Current timestamp (seconds) — Instant API

import java.time.Instant
val seconds = Instant.now().epochSecond

The modern JVM approach. Instant is immutable and timezone-safe. Prefer this over System.currentTimeMillis() in new Kotlin code.

Current timestamp (milliseconds)

import java.time.Instant
val ms = Instant.now().toEpochMilli()

Returns milliseconds since epoch as Long. Equivalent to System.currentTimeMillis() but via the modern java.time API.

Classic — System.currentTimeMillis()

val ms = System.currentTimeMillis()
val seconds = ms / 1000L

Works on all JVM targets including older Android versions. Returns milliseconds — divide by 1000 for seconds.

Kotlin Multiplatform — kotlinx-datetime

// build.gradle.kts: implementation("org.jetbrains.kotlinx:kotlinx-datetime:0.6.1")
import kotlinx.datetime.Clock
val seconds = Clock.System.now().epochSeconds

kotlinx-datetime works on JVM, Android, iOS (via Kotlin/Native), and JS. epochSeconds returns Long.

Convert timestamp to Instant and format

import java.time.*
val instant = Instant.ofEpochSecond(timestamp)
val zdt = instant.atZone(ZoneId.of("UTC"))
val formatted = zdt.format(DateTimeFormatter.ISO_OFFSET_DATE_TIME)

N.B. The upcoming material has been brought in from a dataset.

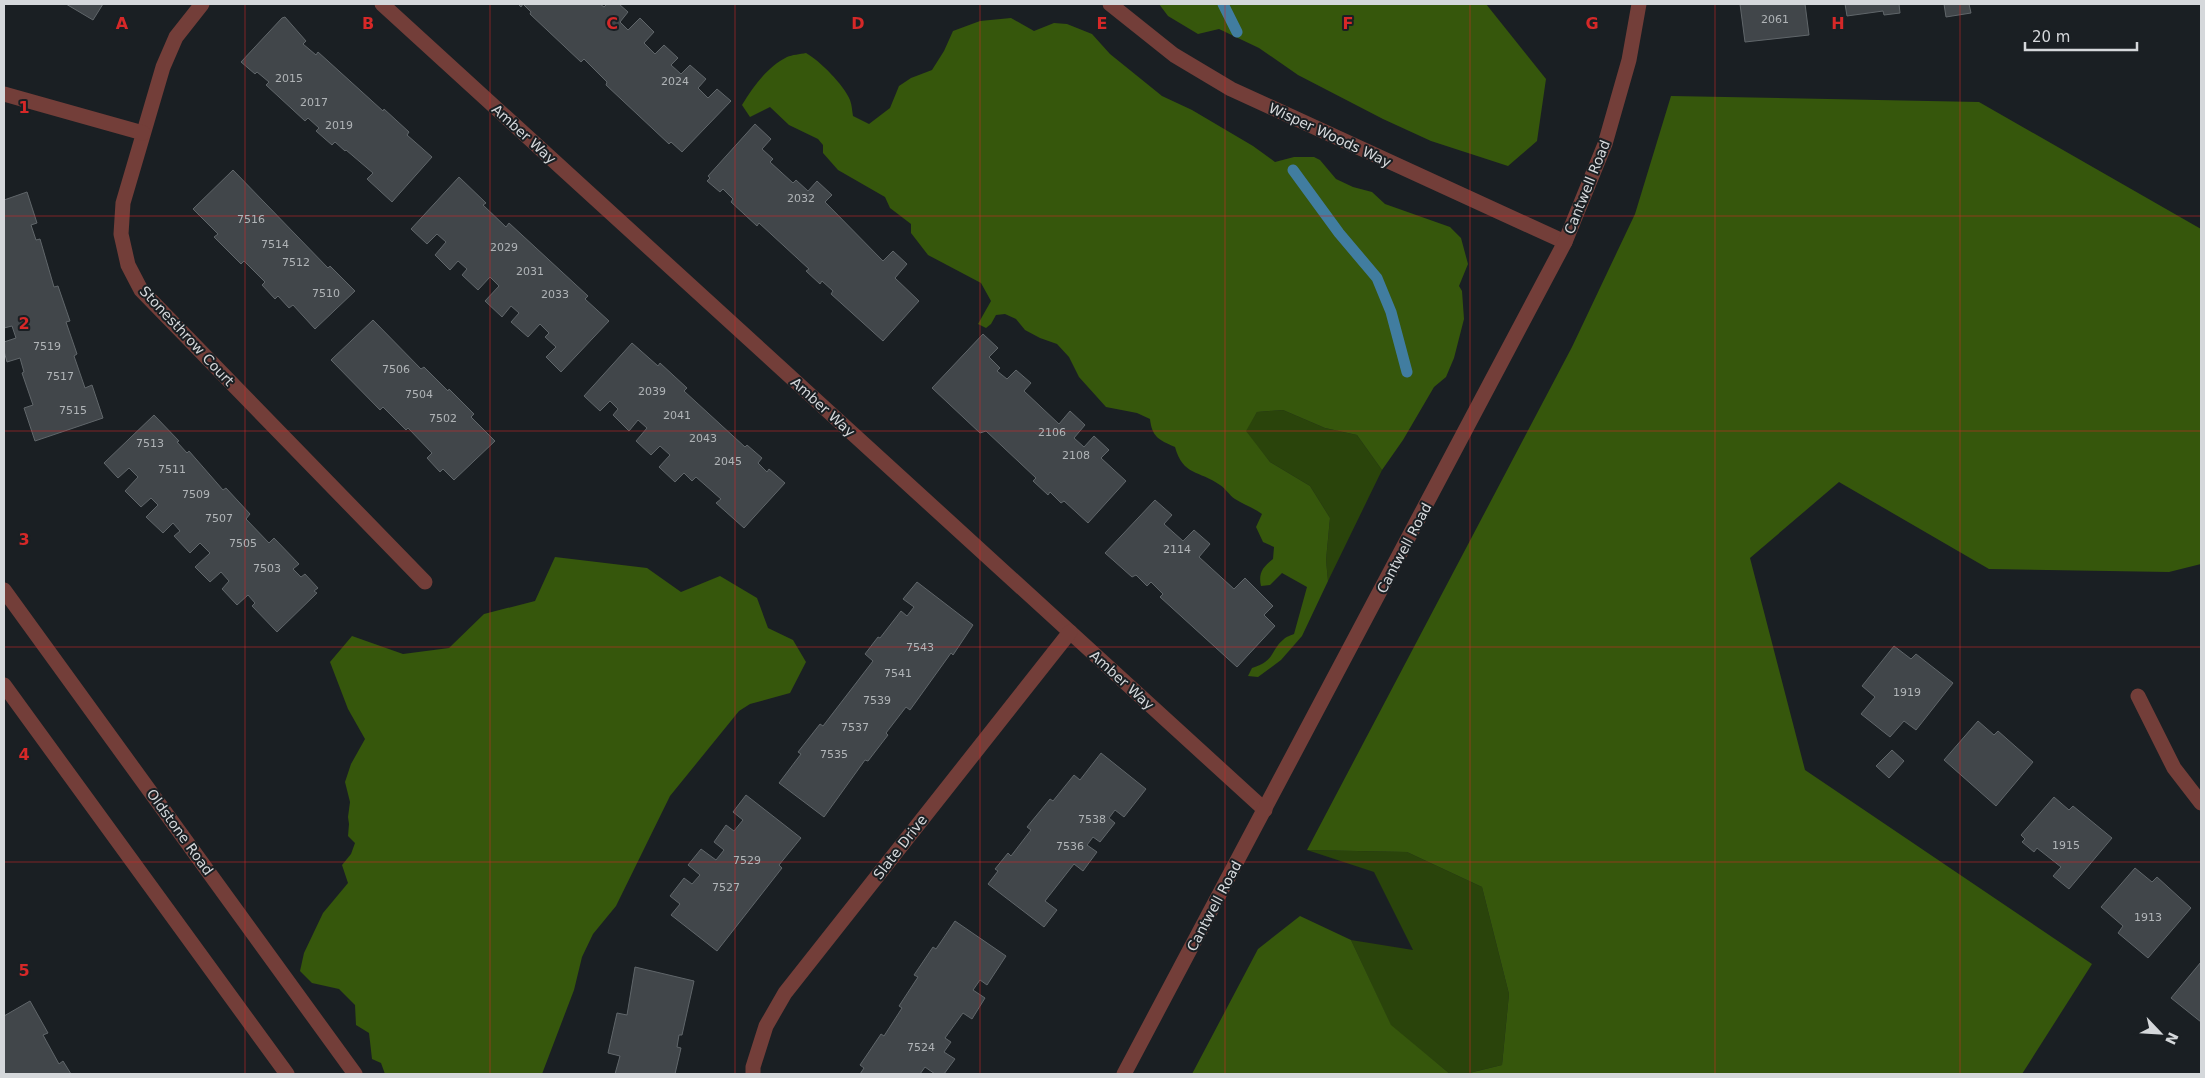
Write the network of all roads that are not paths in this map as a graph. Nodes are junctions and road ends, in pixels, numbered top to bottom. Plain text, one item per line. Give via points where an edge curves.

Reconstruct an Instant from a Unix timestamp, attach a timezone, and format as ISO 8601.

Note

Kotlin on Android historically used System.currentTimeMillis() (milliseconds). The java.time package requires API 26+ on Android, or use desugaring (coreLibraryDesugaring). For Kotlin Multiplatform targeting iOS, kotlinx-datetime is the only cross-platform option.